[Collected data entries]
==========

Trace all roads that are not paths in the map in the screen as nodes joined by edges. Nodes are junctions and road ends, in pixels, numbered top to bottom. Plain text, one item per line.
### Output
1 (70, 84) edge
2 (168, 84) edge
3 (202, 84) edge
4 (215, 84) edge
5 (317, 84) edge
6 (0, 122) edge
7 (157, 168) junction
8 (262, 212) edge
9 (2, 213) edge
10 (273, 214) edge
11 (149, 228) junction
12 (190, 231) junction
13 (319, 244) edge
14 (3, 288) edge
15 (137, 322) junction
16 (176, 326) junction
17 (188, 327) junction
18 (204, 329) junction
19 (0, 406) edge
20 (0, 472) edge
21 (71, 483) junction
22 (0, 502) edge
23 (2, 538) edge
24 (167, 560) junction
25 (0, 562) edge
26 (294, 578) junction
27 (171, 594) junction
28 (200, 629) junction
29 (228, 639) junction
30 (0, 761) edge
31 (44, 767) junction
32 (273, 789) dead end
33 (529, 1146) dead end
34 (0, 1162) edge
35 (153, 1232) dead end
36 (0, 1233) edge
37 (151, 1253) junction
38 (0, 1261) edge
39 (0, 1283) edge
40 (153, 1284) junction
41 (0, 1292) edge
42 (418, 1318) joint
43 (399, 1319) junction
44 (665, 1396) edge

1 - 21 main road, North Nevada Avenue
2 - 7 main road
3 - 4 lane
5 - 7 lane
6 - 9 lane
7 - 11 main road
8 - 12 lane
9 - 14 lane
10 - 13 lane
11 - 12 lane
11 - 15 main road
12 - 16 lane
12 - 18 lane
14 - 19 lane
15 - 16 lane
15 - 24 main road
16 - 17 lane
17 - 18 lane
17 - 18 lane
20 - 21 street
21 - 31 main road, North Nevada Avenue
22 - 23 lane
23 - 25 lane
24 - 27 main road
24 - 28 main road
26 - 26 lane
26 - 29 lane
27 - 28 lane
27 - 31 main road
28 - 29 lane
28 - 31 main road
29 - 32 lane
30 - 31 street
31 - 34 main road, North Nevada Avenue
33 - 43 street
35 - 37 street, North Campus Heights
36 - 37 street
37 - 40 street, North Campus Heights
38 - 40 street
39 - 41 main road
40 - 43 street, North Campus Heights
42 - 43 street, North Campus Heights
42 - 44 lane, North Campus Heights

==========

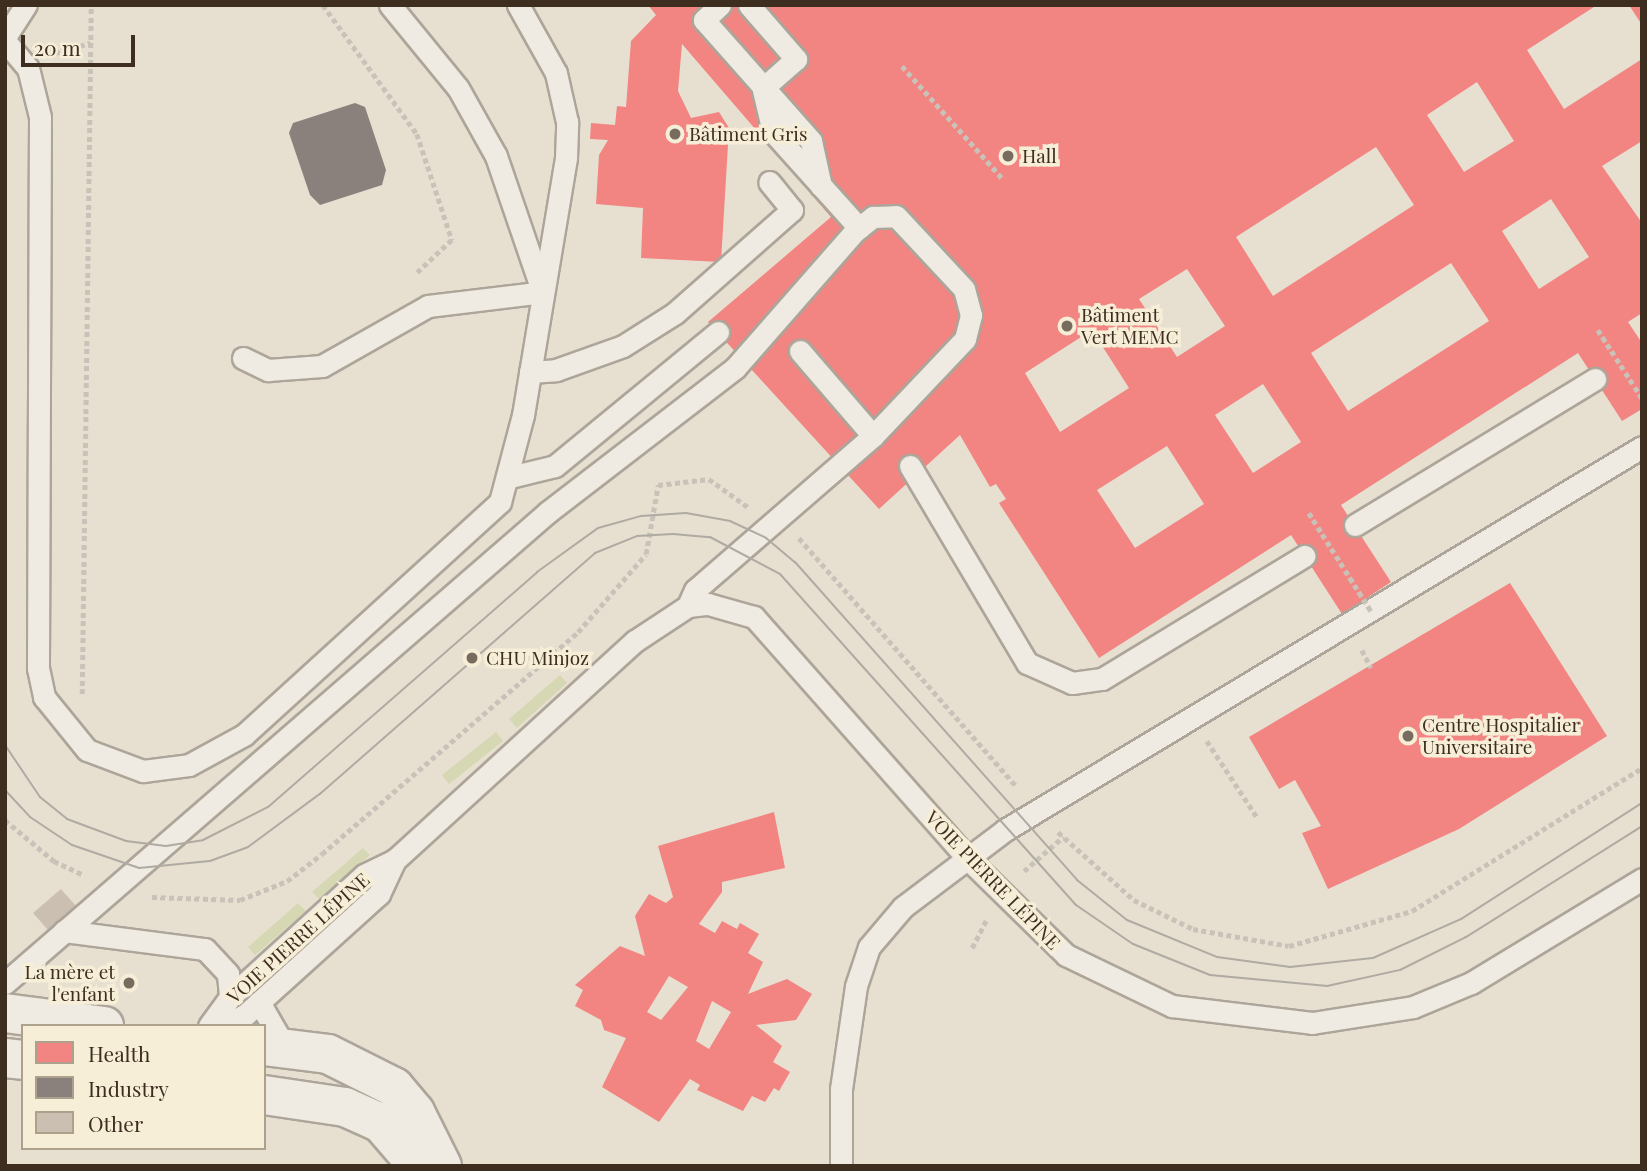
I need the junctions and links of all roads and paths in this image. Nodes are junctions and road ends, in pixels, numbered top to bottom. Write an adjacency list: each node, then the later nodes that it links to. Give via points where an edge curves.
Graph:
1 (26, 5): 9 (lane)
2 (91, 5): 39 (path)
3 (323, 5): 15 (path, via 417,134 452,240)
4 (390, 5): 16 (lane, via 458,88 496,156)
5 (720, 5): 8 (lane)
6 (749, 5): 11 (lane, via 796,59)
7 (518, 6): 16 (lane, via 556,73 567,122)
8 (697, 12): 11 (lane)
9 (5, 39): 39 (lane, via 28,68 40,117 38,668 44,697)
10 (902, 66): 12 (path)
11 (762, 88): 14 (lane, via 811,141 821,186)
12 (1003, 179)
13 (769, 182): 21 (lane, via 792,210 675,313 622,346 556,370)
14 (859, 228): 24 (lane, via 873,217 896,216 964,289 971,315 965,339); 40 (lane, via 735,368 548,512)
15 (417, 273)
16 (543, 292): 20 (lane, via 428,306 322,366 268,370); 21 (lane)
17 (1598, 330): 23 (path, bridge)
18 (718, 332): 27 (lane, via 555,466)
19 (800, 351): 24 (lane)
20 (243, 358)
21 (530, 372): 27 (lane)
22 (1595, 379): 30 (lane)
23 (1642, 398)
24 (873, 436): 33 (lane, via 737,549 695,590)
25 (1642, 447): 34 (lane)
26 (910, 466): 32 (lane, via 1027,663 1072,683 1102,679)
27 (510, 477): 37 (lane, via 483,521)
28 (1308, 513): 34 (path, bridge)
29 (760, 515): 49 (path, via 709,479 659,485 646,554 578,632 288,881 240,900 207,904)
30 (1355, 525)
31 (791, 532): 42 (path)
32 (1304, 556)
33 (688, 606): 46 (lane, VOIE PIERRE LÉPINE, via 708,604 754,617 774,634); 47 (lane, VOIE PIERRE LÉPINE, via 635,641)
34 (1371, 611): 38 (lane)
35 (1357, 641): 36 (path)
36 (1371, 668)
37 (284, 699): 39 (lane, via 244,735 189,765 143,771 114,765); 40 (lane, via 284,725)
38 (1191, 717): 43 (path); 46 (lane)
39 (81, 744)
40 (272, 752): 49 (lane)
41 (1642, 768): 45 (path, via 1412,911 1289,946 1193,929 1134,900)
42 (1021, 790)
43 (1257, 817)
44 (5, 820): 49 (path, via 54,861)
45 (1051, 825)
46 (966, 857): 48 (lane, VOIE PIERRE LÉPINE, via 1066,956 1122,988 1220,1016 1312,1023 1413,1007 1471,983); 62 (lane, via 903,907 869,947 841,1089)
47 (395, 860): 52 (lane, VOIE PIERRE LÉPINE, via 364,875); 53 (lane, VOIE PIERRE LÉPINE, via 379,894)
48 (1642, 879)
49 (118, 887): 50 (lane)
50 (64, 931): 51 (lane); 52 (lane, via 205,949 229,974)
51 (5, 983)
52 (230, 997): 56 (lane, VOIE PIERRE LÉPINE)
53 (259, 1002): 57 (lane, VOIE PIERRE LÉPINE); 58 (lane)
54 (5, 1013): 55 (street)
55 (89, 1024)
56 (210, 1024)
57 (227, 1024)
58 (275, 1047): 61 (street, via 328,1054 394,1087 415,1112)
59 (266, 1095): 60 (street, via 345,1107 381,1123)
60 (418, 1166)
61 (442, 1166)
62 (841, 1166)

==========

Aim of the exercise
Write out every line in the data that holds the string "Campus".

Output of the task
35 - 37 street, North Campus Heights
37 - 40 street, North Campus Heights
40 - 43 street, North Campus Heights
42 - 43 street, North Campus Heights
42 - 44 lane, North Campus Heights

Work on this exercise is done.